Collected data:

•••

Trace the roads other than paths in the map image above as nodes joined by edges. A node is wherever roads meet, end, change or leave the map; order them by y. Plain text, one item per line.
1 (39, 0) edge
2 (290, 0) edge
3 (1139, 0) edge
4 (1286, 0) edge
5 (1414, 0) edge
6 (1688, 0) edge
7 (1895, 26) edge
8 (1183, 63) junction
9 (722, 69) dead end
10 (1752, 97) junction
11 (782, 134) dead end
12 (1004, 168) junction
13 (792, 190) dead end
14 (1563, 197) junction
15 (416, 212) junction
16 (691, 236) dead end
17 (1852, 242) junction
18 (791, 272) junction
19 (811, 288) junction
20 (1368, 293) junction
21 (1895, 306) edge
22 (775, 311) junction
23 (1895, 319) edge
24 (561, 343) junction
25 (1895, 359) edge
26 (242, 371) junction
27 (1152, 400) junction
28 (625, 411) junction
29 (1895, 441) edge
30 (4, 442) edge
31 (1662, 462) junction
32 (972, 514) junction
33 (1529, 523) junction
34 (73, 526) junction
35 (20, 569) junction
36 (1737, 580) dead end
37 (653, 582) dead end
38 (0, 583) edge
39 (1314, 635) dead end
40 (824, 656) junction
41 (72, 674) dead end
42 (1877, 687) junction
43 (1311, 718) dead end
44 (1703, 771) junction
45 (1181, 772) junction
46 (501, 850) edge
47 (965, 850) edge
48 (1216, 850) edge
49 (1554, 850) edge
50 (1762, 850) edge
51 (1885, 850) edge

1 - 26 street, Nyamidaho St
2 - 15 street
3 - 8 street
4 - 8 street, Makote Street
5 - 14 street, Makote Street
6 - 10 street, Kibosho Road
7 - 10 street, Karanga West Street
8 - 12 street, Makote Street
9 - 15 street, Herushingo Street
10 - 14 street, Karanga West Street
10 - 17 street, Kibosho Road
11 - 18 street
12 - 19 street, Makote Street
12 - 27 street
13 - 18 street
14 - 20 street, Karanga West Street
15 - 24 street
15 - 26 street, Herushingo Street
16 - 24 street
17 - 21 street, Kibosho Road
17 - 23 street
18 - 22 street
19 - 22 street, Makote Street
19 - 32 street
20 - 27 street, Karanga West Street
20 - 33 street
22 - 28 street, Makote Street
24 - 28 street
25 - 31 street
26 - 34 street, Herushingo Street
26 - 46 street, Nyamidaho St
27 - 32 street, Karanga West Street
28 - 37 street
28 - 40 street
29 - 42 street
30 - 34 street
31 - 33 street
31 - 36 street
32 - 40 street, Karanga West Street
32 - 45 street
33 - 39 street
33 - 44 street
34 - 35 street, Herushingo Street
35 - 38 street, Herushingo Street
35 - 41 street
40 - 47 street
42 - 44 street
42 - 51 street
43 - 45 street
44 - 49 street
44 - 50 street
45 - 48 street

•••

Task:
Wherever the word "dead" appears in the entries above, copy that whole line.

Solution for this task:
9 (722, 69) dead end
11 (782, 134) dead end
13 (792, 190) dead end
16 (691, 236) dead end
36 (1737, 580) dead end
37 (653, 582) dead end
39 (1314, 635) dead end
41 (72, 674) dead end
43 (1311, 718) dead end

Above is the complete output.